従来の車搭載用の充電装置としては、直列に接続された複数個の電池列の始端と終端に、充電器を直列に接続した構造のものが用いられている。この充電装置では、1個でも性能の悪い電池があると、良品の電池まで充電不足となり、性能の悪い電池を交換しても同様の問題が拡大していく問題があった。
このため、図4に示すように直列に接続した複数の電池B1 、B2 、B3 と、これと同数の充電器C1 、C2 、C3 を電源1に並列に接続して、それぞれ電池B1 、B2 、B3 に対応する各充電器C1 、C2 、C3 から個別に充電する充電装置も開発されている。

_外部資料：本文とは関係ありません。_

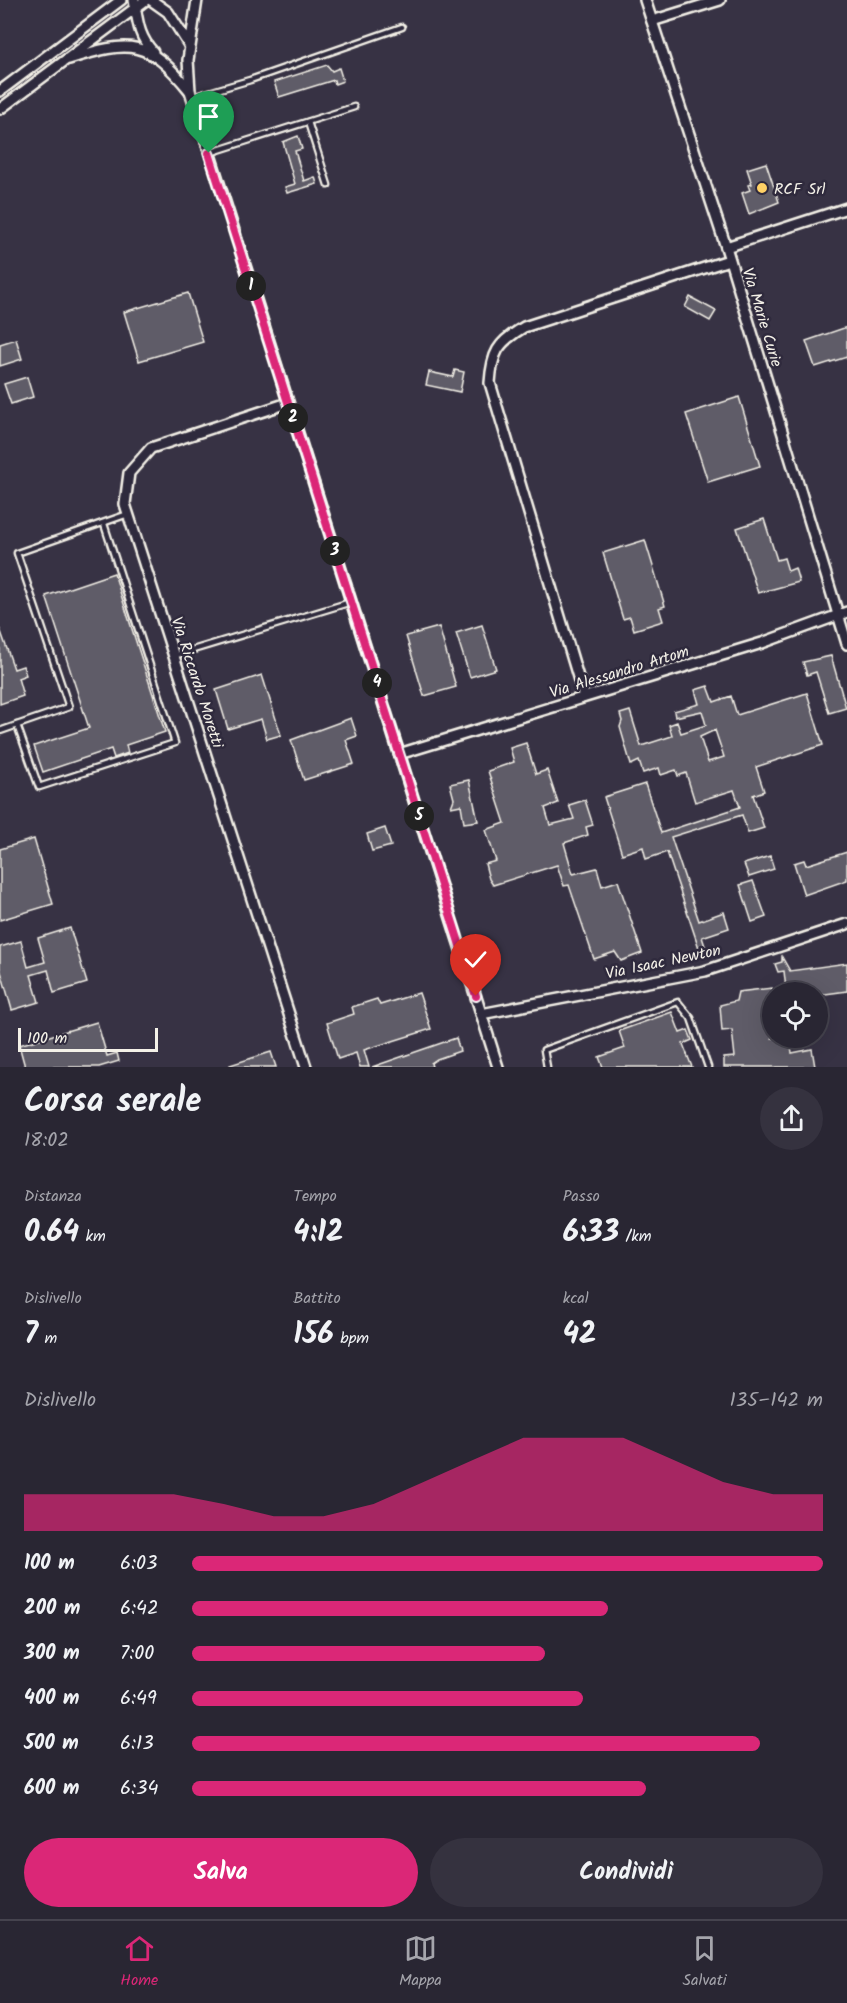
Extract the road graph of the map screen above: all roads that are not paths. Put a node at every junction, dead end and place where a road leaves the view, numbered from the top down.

しかしながら個別に充電する方法では、太いメインケーブル2が電池の個数n×2本の2n本必要となり、自動車に電池を搭載する時に、狭い車体内に多数の太いメインケーブル2を配線しなければならず作業が面倒である。
これを改善ずるため本発明者は、図5に示すように、直列に接続した複数個の電池B1 、B2 、B3 と、これらと対応する同数の充電器C1 、C2 、C3 を電源1に並列に接続し、この並列接続した充電器列C1 、C2 、C3 の始端に設けられた充電器C1 のプラス側出力端子3を、前記直列接続した始端の電池B1 のプラス側に接続すると共に、終端に設けられた充電器C3 のマイナス側出力端子4を、終端の電池B3 のマイナス側に接続し、充電器C1 、C2 のマイナス側出力端子4とこれに隣接する充電器C2 、C3 のプラス側出力端子3とを接続し、この接続部5を各充電器C1 、C2 に対応する電池B1 、B2 のマイナス側とこれに隣接する電池、B2 、B3 のプラス側との間にそれぞれ接続した直列電池の充電装置を先に開発した(特許文献1)。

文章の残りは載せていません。